8 de outubro de 2020

Ratos no cinema

 


                   
Anchieta Fernandes
                    
        Na noite de 23 de dezembro de 1944, obteve sucesso em Natal uma nova apresentação de filmes pela Coordenação de Assuntos Interamericanos.Desta vez, o local da mostra de filmes foi a sede do jornal natalense A República. Curta-metragens com temas de guerra, musicais, uma mini-biografia do profeta Nostradamus e um filmezinho educativo intitulado “Juquinha e os Ratinhos”. Quarenta e quatro anos depois, a 10 de julho de 1988, cerca de 500 crianças e dezenas de adultos lotaram as poltronas da sala de projeções do Centro de Convenções de Natal, para verem a exibição do filme que estava inaugurando o I Festival de Cinema Infantil de Natal. Título do filme inaugural:Fievel, um conto americano. É isso mesmo: era o maravilhoso desenho animado produzido por Spielberg, contando as peripécias do ratinho Fievel, imigrante russo em busca de melhora de vida na América.

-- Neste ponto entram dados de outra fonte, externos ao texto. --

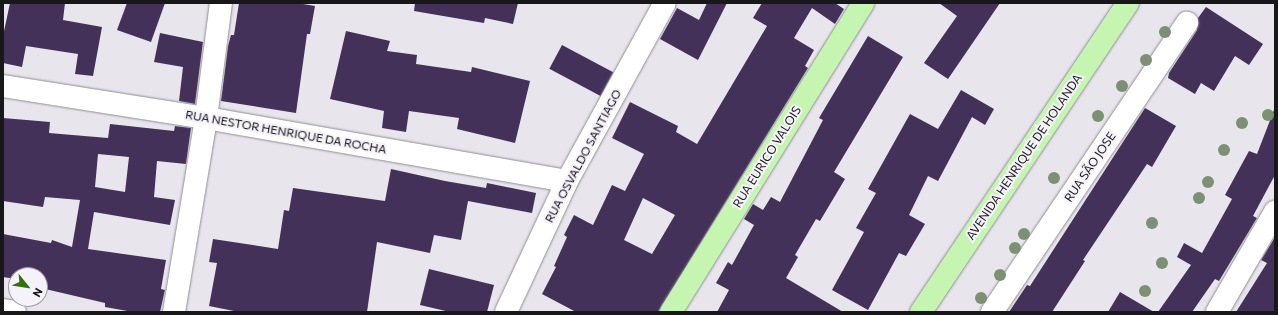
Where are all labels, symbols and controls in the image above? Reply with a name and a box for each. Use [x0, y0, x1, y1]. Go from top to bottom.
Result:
street label: AVENIDA HENRIQUE DE HOLANDA [963, 71, 1085, 243]
street label: RUA OSVALDO SANTIAGO [542, 87, 624, 225]
street label: RUA EURICO VALOIS [730, 104, 804, 210]
street label: RUA NESTOR HENRIQUE DA ROCHA [184, 107, 388, 157]
street label: RUA SÃO JOSE [1061, 129, 1119, 205]
north arrow [8, 267, 48, 307]
text: N [30, 286, 46, 300]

       Ratos no cinema tem havido muitos (emparelhando quase com a mesma quantidade de cavalos, cachorros etc.). Mas, se o rato (da espécie mamífero roedor)é um animal tão nocivo ao homem, destruindo livros, emporcalhando queijos, trazendo a peste e outras doenças aos seres humanos, porque é que em muitos filmes (principalmente em alguns desenhos animados)eles são vistos com a ternura e a condescendência, que só poderiam serem dadas a animais úteis aos homens? É algo a ser estudado e explicado por psiquiatras. Quanto a mim, simples pesquisador da história e da linguagem da Sétima Arte, cabe-me apenas apreciar ou não apreciar (como também não aprecio quando, em velhos cinema-poeiras, guabirus e ratazanas correm por sobre meus pés, entre as cadeiras, indo em direção aos porões de depósito das casas cinematográficas)filmes com ratos na história, como destaque principal ou apenas como objetos complementares da cena.

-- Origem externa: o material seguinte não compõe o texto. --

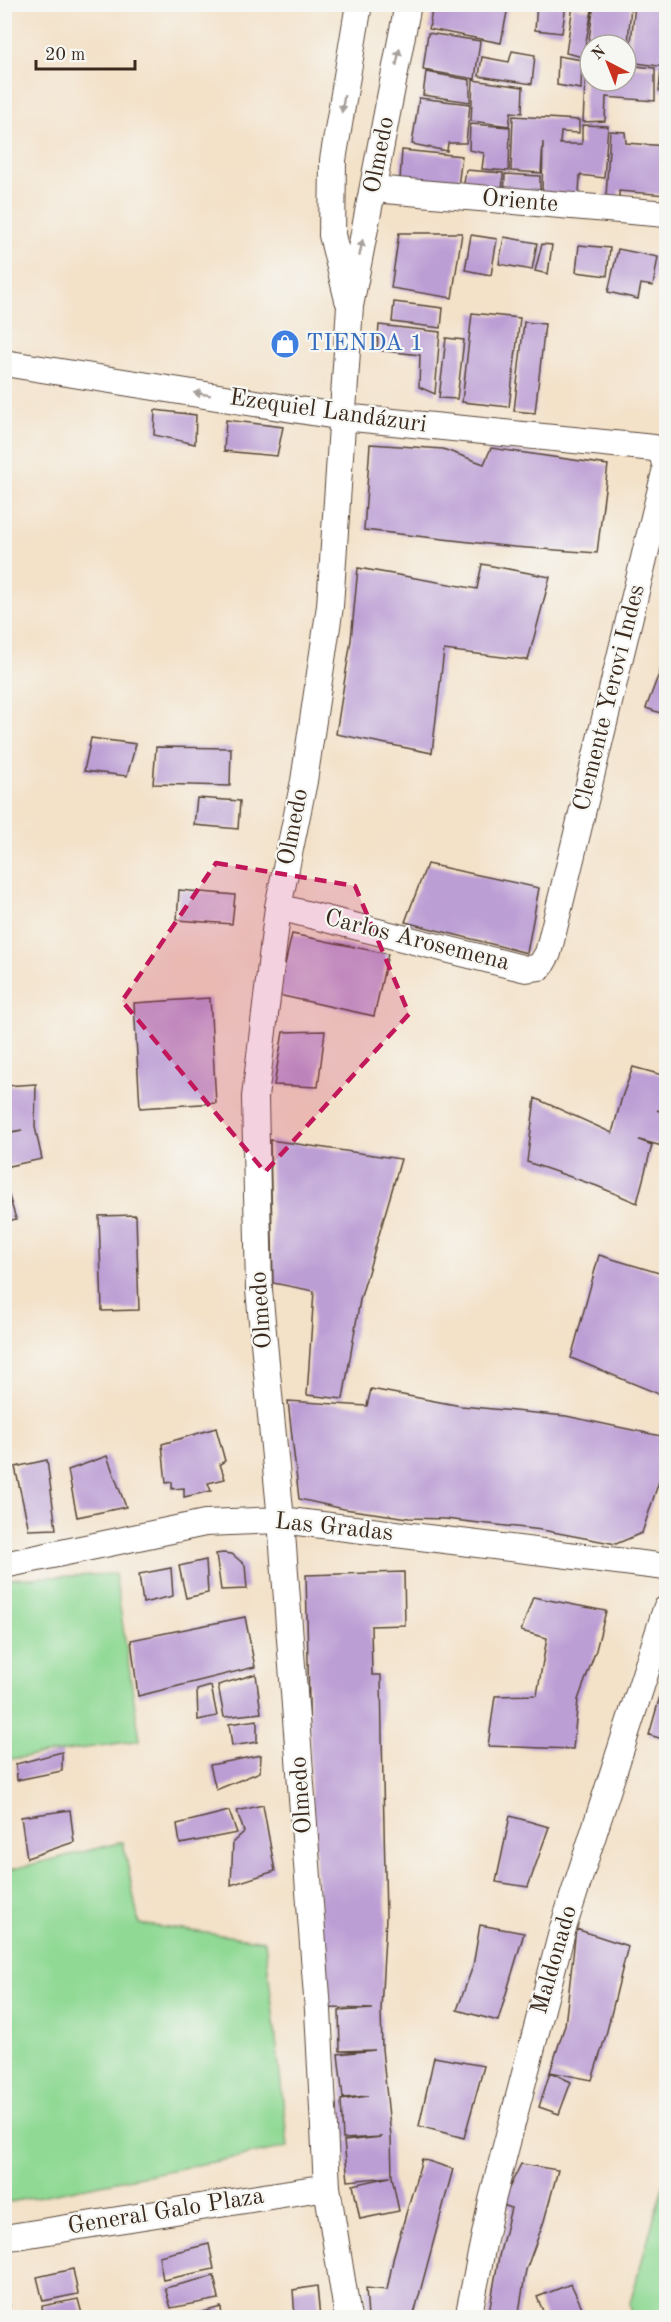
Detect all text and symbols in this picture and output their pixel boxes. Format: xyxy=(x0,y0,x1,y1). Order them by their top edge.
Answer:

        Cabe, portanto, dizer que, o tema dos ratos foi desenvolvido no cinema através das duas tecnologias: desenho animado e fotografia animada, algumas vezes o animal um pouco fazendo o trabalho de ator por si mesmo, e não desenhado por mão humana. Essa mão humana é que torna o rato de características humanas, falando, rindo ou chorando, preparando tocaias para derrotar o inimigo (no caso de Tom e Jerry, principalmente, a imortal criação de Fred Quimby, depois adquirida pela produtora Hanna-Barbera, e onde o pequeno ratinho Jerry sempre vence contra as táticas supostamente acertadas do grandão gato Tom, e ainda sai da cena em humilhação final, zombando do gato.

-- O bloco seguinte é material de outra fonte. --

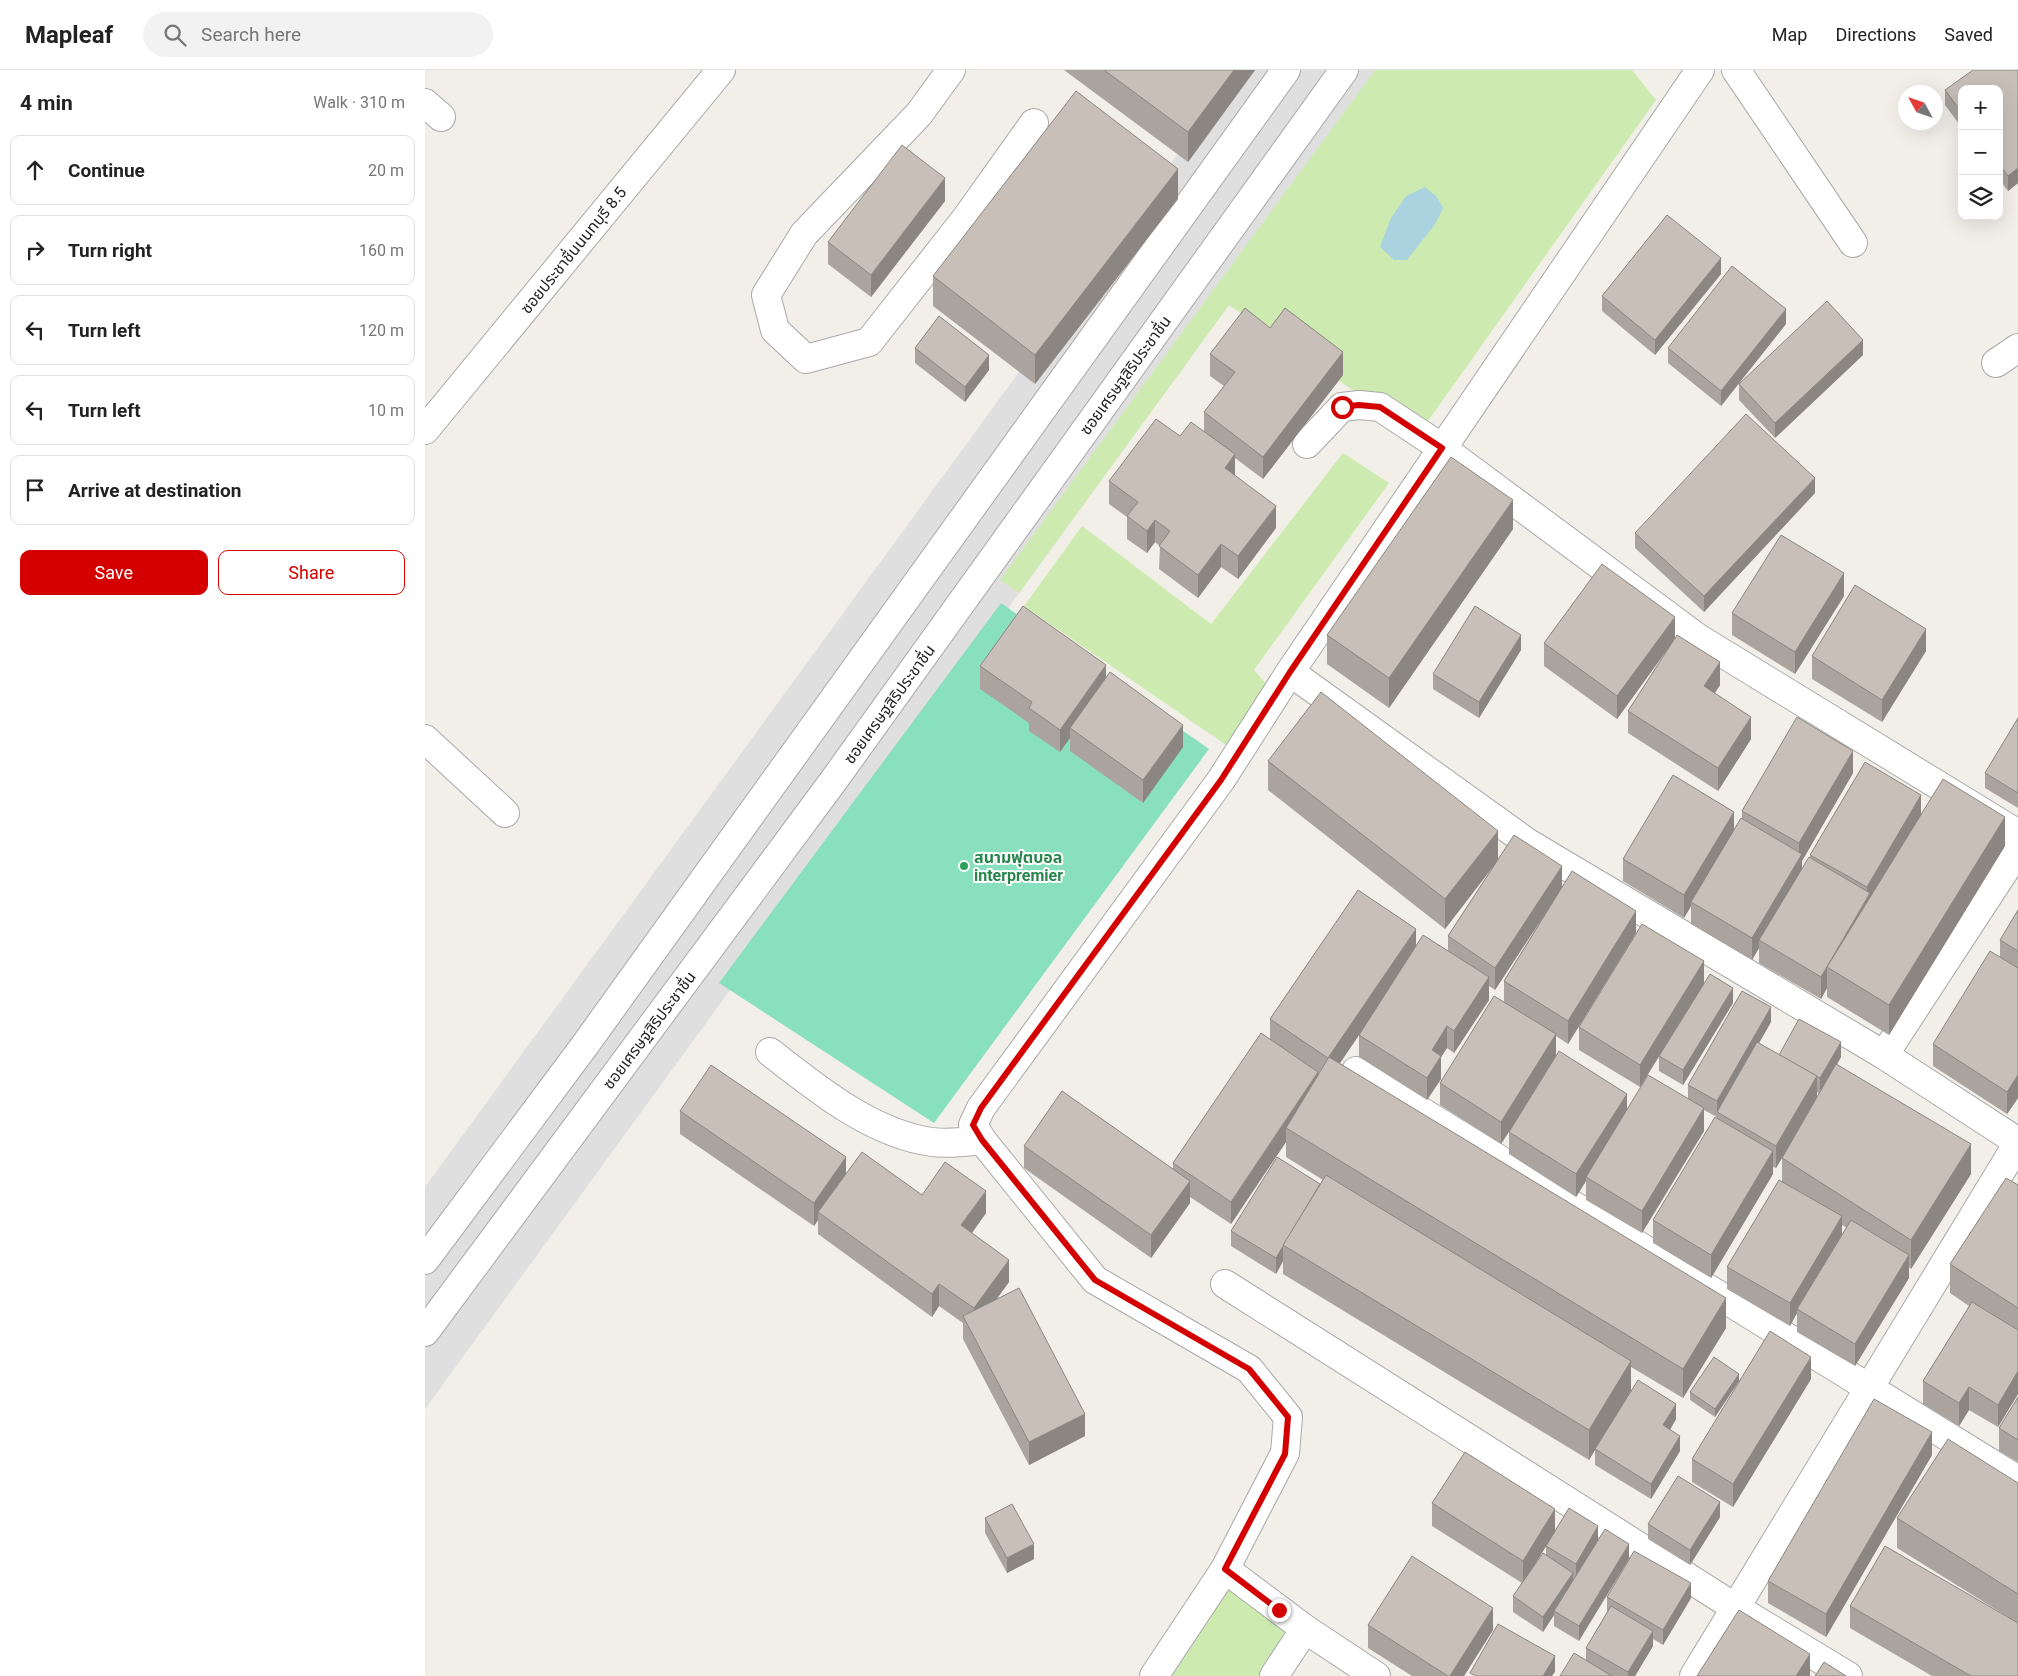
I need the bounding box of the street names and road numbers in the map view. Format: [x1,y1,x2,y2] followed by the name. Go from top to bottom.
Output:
[515,182,630,317] street label: ซอยประชาชื่นนนทบุรี 8.5
[1074,311,1175,439] street label: ซอยเศรษฐสิริประชาชื่น
[838,640,939,768] street label: ซอยเศรษฐสิริประชาชื่น
[597,966,700,1093] street label: ซอยเศรษฐสิริประชาชื่น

         Se eu sugeri, linhas atrás, que o fato de muitos ratos no cinema serem tratados com ternura e condescendência, pode ser estudado ou explicado por psiquiatras, o viés contrário, o fato de alguns cineastas usarem ratos de verdade para mostra-los como símbolos do terror não precisa ser estudado ou explicado. Tá na cara que, embora o mal que eles causam aos seres humanos seja proveniente de sua inocência, pois as características genéticas e biológicas deles são naturais, decorre daí que nada lhes dá nenhum sinal explicativo do porque os seres humanos os rejeitam e querem sempre mata-los.
         Aliás, nem todos os seres humanos os rejeitam. Os ratos, dentro de uma interpretação gótica, podem ser considerados símbolos do mal, e então seres humanos mensageiros do medo e da morte precisam deles, para ajudarem na macabra tarefa. Vampiros, por exemplo. Um dos primeiros filmes da história do cinema onde foi colocada uma quantidade exagerada dos roedores como co-adjuvantes, foi Nosferatu, o filme de 1923 do alemão F.W.Murnau, onde ele faz uma primeira versão cinematográfica do personagem Conde Drácula, que nasceu literariamente em livro de BramStoker. No filme, Nosferatu (que é o nome que Murnau deu a Drácula, já que não conseguira autorização de Stoker para fazer o filme com o nome original do personagem) chega a Bremen em um caixão preto, acompanhado de centenas de ratos transmissores da peste.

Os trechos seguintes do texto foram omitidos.